In 1947 he became a Middle East expert for Unesco. He was sent to Egypt in 1953, returning to Paris two years later. He was made director of Muslim Sociological Studies at the Ecole Practique des Hautes Etudes, and a year later, in 1956, was appointed Professor of the Social History of Contemporary Islam at the Collège de France, a post he occupied until his retirement in 1981. Later he presided over two government missions, one at the Ministry of Research (1981–1982) and the other at the Ministry of Education (1984–1985).

Among some of Berque's most important works are his books Les Arabes d'hier a demain (1960) and L'Egypte: imperialisme et revolution (1967), translated into English by Jean Stewart as The Arabs: their history and future (1964) and Egypt: imperialism and revolution (1972). The latter, which is divided into five parts, deals with the history and social structure of Egypt from the 18th century up to 1952 when the monarchy was toppled.

In an earlier work, Le Maghreb entre deux guerres ("The Maghreb between two world wars", 1962), Berque criticizes the colonial system. His administrative and ethnographic experience eventually took him in a direction adopted by few North-African-born Frenchmen or by colonial administrators: he came out in favour of independence. Berque was one of the few Europeans who retained links with the new Algeria after the bloody war. As the theoretician of third-worldist romanticism, he became influential to the entire Arab-Muslim world, and even of the Third World as a whole. Another work on the Maghreb, L'Interieur du Maghreb, XVe-XIXe siecle (1978), gives Berque's own interpretation of its history. Based on a reading of 15 texts which he had taught at the Collège de France, the book runs to more than 500 pages, and is an important document on the history of the Maghreb.

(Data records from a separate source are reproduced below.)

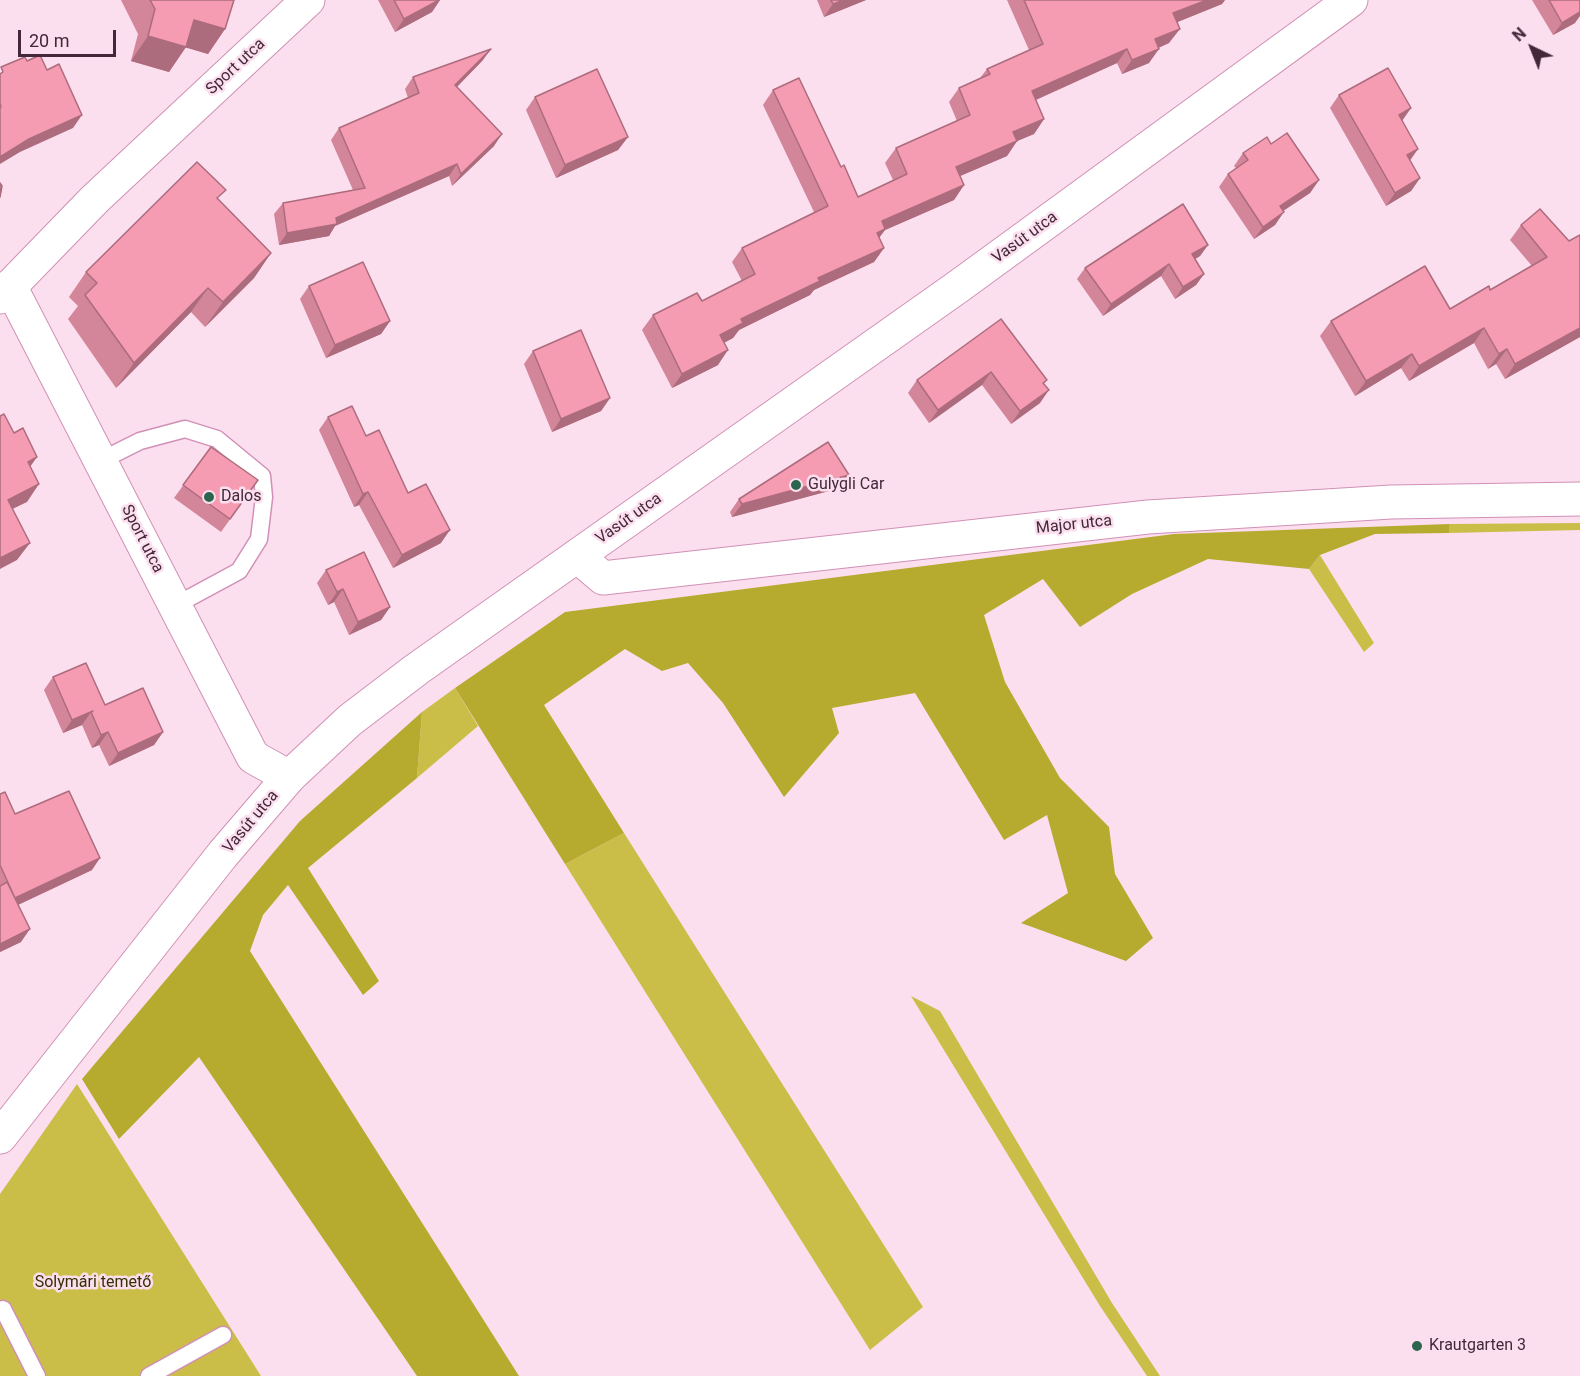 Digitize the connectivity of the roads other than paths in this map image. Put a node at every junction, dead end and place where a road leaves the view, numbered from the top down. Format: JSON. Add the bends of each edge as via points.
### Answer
{"nodes":[{"id":1,"x":308,"y":0,"type":"edge"},
{"id":2,"x":1352,"y":0,"type":"edge"},
{"id":3,"x":5,"y":291,"type":"edge"},
{"id":4,"x":102,"y":460,"type":"junction"},
{"id":5,"x":1580,"y":500,"type":"edge"},
{"id":6,"x":577,"y":556,"type":"junction"},
{"id":7,"x":176,"y":605,"type":"junction"},
{"id":8,"x":289,"y":777,"type":"junction"},
{"id":9,"x":0,"y":1137,"type":"edge"},
{"id":10,"x":0,"y":1311,"type":"edge"},
{"id":11,"x":223,"y":1335,"type":"dead end"},
{"id":12,"x":37,"y":1376,"type":"edge"},
{"id":13,"x":149,"y":1376,"type":"edge"}],
"edges":[{"from":1,"to":3,"type":"street","name":"Sport utca","via":[[95,199]]},
{"from":2,"to":6,"type":"street","name":"Vasút utca","via":[[959,286]]},
{"from":3,"to":4,"type":"street","name":"Sport utca"},
{"from":4,"to":7,"type":"street","name":"Sport utca"},
{"from":4,"to":7,"type":"lane","via":[[140,441],[185,429],[217,439],[262,476],[259,539],[238,571]]},
{"from":5,"to":6,"type":"street","name":"Major utca","via":[[1391,502],[1148,517],[603,578]]},
{"from":6,"to":8,"type":"street","name":"Vasút utca","via":[[360,713]]},
{"from":7,"to":8,"type":"street","name":"Sport utca","via":[[253,757]]},
{"from":8,"to":9,"type":"street","name":"Vasút utca","via":[[223,854]]},
{"from":10,"to":12,"type":"lane","via":[[3,1310]]},
{"from":11,"to":13,"type":"lane"}]} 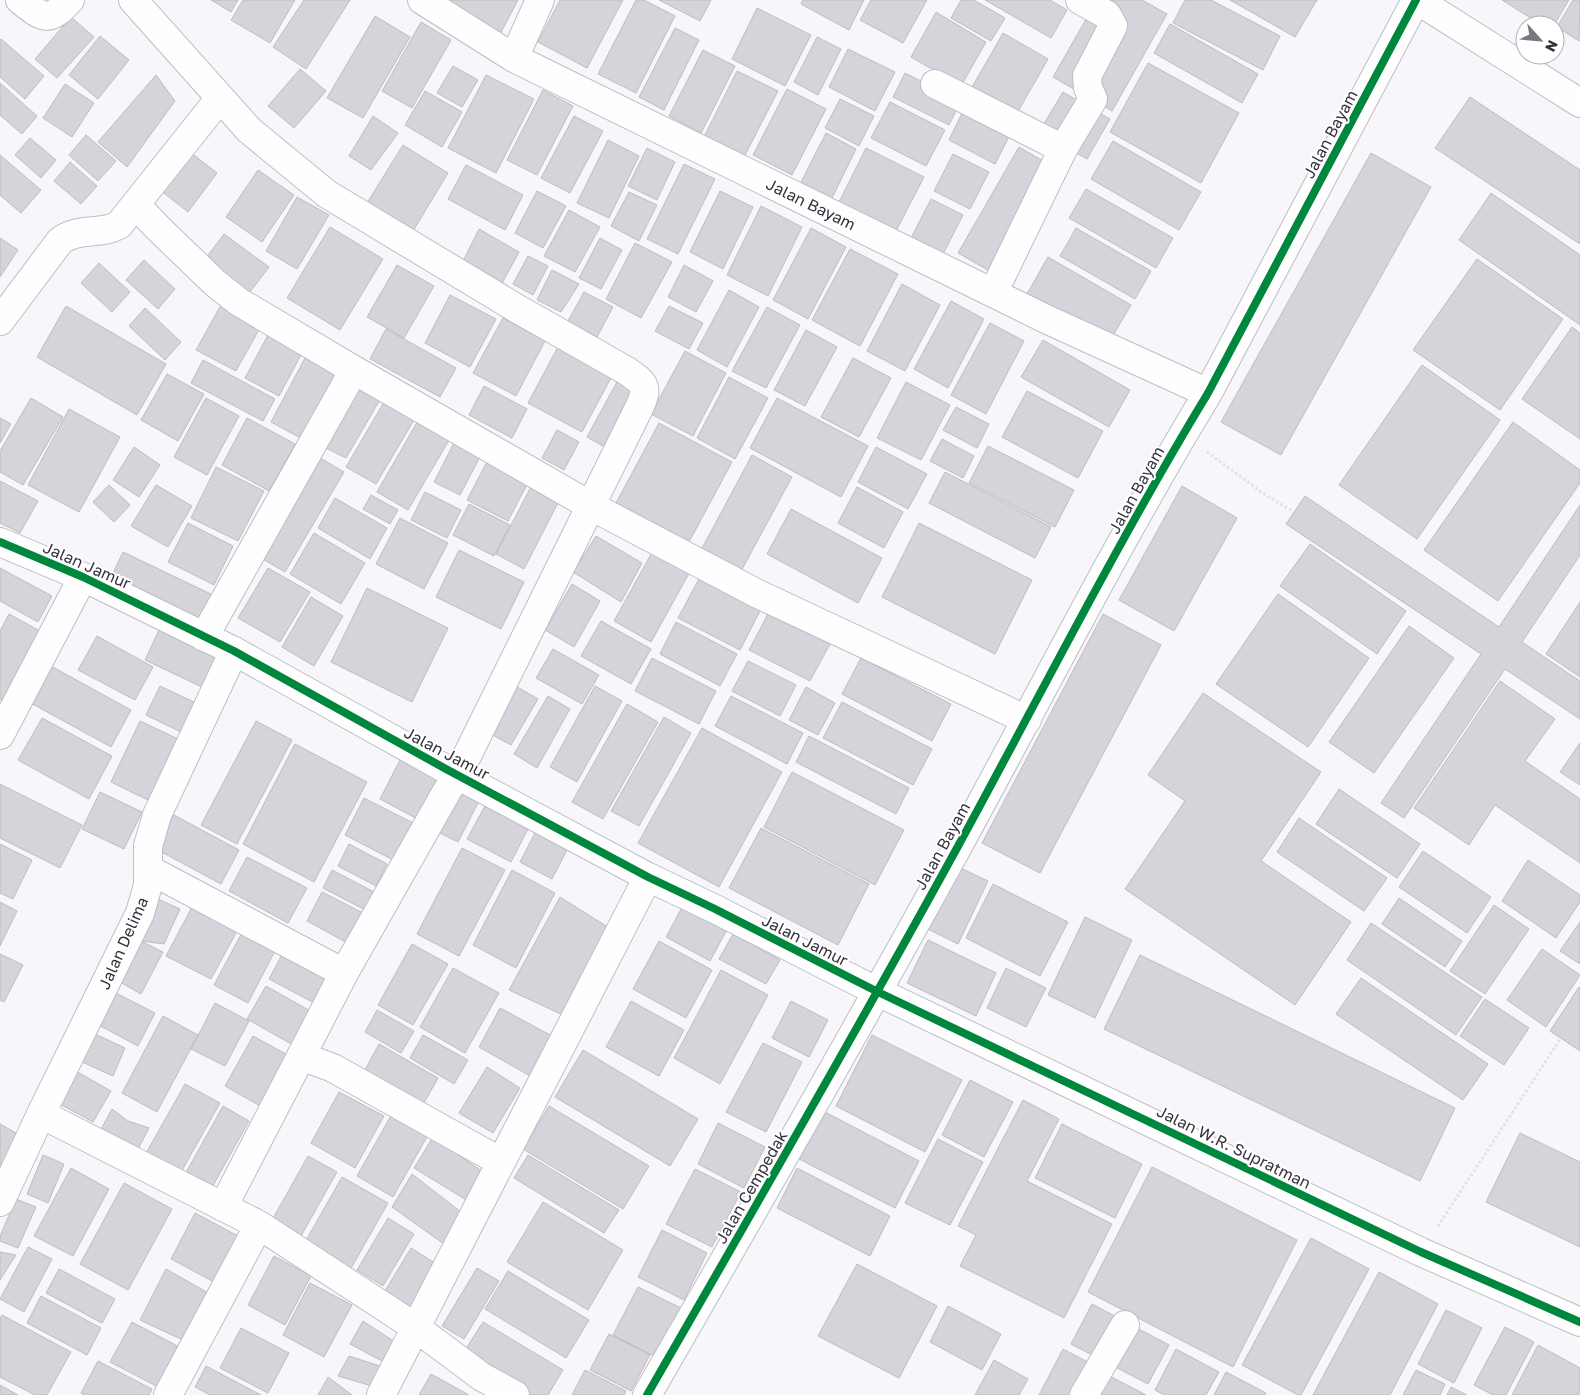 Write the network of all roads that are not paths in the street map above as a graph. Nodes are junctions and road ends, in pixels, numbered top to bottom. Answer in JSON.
{"nodes":[{"id":1,"x":20,"y":0,"type":"edge"},
{"id":2,"x":70,"y":0,"type":"edge"},
{"id":3,"x":133,"y":0,"type":"edge"},
{"id":4,"x":422,"y":0,"type":"edge"},
{"id":5,"x":540,"y":0,"type":"edge"},
{"id":6,"x":1080,"y":0,"type":"edge"},
{"id":7,"x":1417,"y":0,"type":"edge"},
{"id":8,"x":514,"y":58,"type":"junction"},
{"id":9,"x":935,"y":84,"type":"dead end"},
{"id":10,"x":220,"y":98,"type":"junction"},
{"id":11,"x":1580,"y":103,"type":"edge"},
{"id":12,"x":1063,"y":149,"type":"junction"},
{"id":13,"x":136,"y":205,"type":"junction"},
{"id":14,"x":993,"y":293,"type":"junction"},
{"id":15,"x":0,"y":322,"type":"edge"},
{"id":16,"x":354,"y":370,"type":"junction"},
{"id":17,"x":1208,"y":393,"type":"junction"},
{"id":18,"x":591,"y":506,"type":"junction"},
{"id":19,"x":0,"y":542,"type":"edge"},
{"id":20,"x":83,"y":577,"type":"junction"},
{"id":21,"x":204,"y":637,"type":"junction"},
{"id":22,"x":234,"y":651,"type":"junction"},
{"id":23,"x":1027,"y":720,"type":"junction"},
{"id":24,"x":0,"y":735,"type":"edge"},
{"id":25,"x":458,"y":774,"type":"junction"},
{"id":26,"x":148,"y":869,"type":"junction"},
{"id":27,"x":648,"y":877,"type":"junction"},
{"id":28,"x":344,"y":973,"type":"junction"},
{"id":29,"x":878,"y":992,"type":"junction"},
{"id":30,"x":301,"y":1056,"type":"junction"},
{"id":31,"x":41,"y":1114,"type":"junction"},
{"id":32,"x":501,"y":1162,"type":"junction"},
{"id":33,"x":0,"y":1202,"type":"edge"},
{"id":34,"x":223,"y":1207,"type":"junction"},
{"id":35,"x":259,"y":1225,"type":"junction"},
{"id":36,"x":1580,"y":1322,"type":"edge"},
{"id":37,"x":1124,"y":1324,"type":"dead end"},
{"id":38,"x":415,"y":1327,"type":"junction"},
{"id":39,"x":168,"y":1395,"type":"edge"},
{"id":40,"x":381,"y":1395,"type":"edge"},
{"id":41,"x":515,"y":1395,"type":"edge"},
{"id":42,"x":648,"y":1395,"type":"edge"},
{"id":43,"x":1084,"y":1395,"type":"edge"}],
"edges":[{"from":1,"to":2,"type":"street"},
{"from":3,"to":10,"type":"street"},
{"from":4,"to":8,"type":"street","name":"Jalan Bayam"},
{"from":5,"to":8,"type":"street"},
{"from":6,"to":12,"type":"street"},
{"from":7,"to":11,"type":"street"},
{"from":7,"to":17,"type":"street","name":"Jalan Bayam"},
{"from":8,"to":14,"type":"street","name":"Jalan Bayam"},
{"from":9,"to":12,"type":"street"},
{"from":10,"to":13,"type":"street"},
{"from":10,"to":18,"type":"street"},
{"from":12,"to":14,"type":"street"},
{"from":13,"to":15,"type":"street"},
{"from":13,"to":16,"type":"street"},
{"from":14,"to":17,"type":"street","name":"Jalan Bayam"},
{"from":16,"to":18,"type":"street"},
{"from":16,"to":21,"type":"street"},
{"from":17,"to":23,"type":"street","name":"Jalan Bayam"},
{"from":18,"to":23,"type":"street"},
{"from":18,"to":25,"type":"street"},
{"from":19,"to":20,"type":"street","name":"Jalan Jamur"},
{"from":20,"to":21,"type":"street","name":"Jalan Jamur"},
{"from":20,"to":24,"type":"street"},
{"from":21,"to":22,"type":"street","name":"Jalan Jamur"},
{"from":22,"to":25,"type":"street","name":"Jalan Jamur"},
{"from":22,"to":26,"type":"street","name":"Jalan Delima"},
{"from":23,"to":29,"type":"street","name":"Jalan Bayam"},
{"from":25,"to":27,"type":"street","name":"Jalan Jamur"},
{"from":25,"to":28,"type":"street"},
{"from":26,"to":28,"type":"street"},
{"from":26,"to":31,"type":"street","name":"Jalan Delima"},
{"from":27,"to":29,"type":"street","name":"Jalan Jamur"},
{"from":27,"to":32,"type":"street"},
{"from":28,"to":30,"type":"street"},
{"from":29,"to":36,"type":"street","name":"Jalan W.R. Supratman"},
{"from":29,"to":42,"type":"street","name":"Jalan Cempedak"},
{"from":30,"to":32,"type":"street"},
{"from":30,"to":34,"type":"street"},
{"from":31,"to":33,"type":"street","name":"Jalan Delima"},
{"from":31,"to":34,"type":"street"},
{"from":32,"to":38,"type":"street"},
{"from":34,"to":35,"type":"street"},
{"from":35,"to":38,"type":"street"},
{"from":35,"to":39,"type":"street"},
{"from":37,"to":43,"type":"street"},
{"from":38,"to":40,"type":"street"},
{"from":38,"to":41,"type":"street"}]}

Important as well is Languages arabes du present ("Present-day languages of the Arabs", 1974), which delves into the literary history of the Arabs, their language and culture. Berque's linguistic versatility is made apparent here in his translations of Arabic poetry from the classical period to the present, and in his analysis of the varieties of spoken and written Arabic. He was an accomplished Arabist, perfecting several Arabic dialects of both the Maghreb and the Middle East. He believed in the importance of bringing together different, but related, regions, whether in the Arabic- speaking world or in the Mediterranean, as can be seen from the titles of two of his books, De l'Euphrate a l'Atlas ("From the Euphrates to the Atlas", 1978) and Memoires des deux rives ("Recollections from Both Shores of the Mediterranean", 1989), the latter described by Ernest Gellner, as 'a splendid account of what it was to be a pied-noir slowly converted to anti-colonialism'. He once said in an interview that since childhood he had tried fervently 'to synthesise the cultures of the northern shore of the Mediterranean with those of its southern shore'.

Berque's most lasting contribution might have been to the study of Islam. A devout Christian, he found in Islam "a new version of the truth of the world". Made a Chevalier de la Légion d'honneur in his own country, he was decorated also by Morocco, Syria and Tunisia. In Egypt he was made a member of the Arabic Language Academy of Cairo.

==Orientalism controversy==

In the literary sparrings between Bernard Lewis and Edward Said, who criticized Orientalist scholarship, claiming Lewis' work to be a prime example of Orientalism, in his 1978 book Orientalism, Berque was among the scholars, such as Maxime Rodinson, Malcolm H. Kerr, Albert Hourani, and William Montgomery Watt, who maintained that Said's disregard for all the evidence that contradicted his narrative made Orientalism a deeply flawed account of Western scholarship.

== Sources ==

- Pouillon, François (2019). « Jacques Berque : les miroirs brisés de la colonisation » in Christine Laurière et André Mary (dir), Ethnologues en situations coloniales, Les Carnets de Bérose n° 11, Paris, BEROSE - International Encyclopaedia of the Histories of Anthropology, pp. 80-108.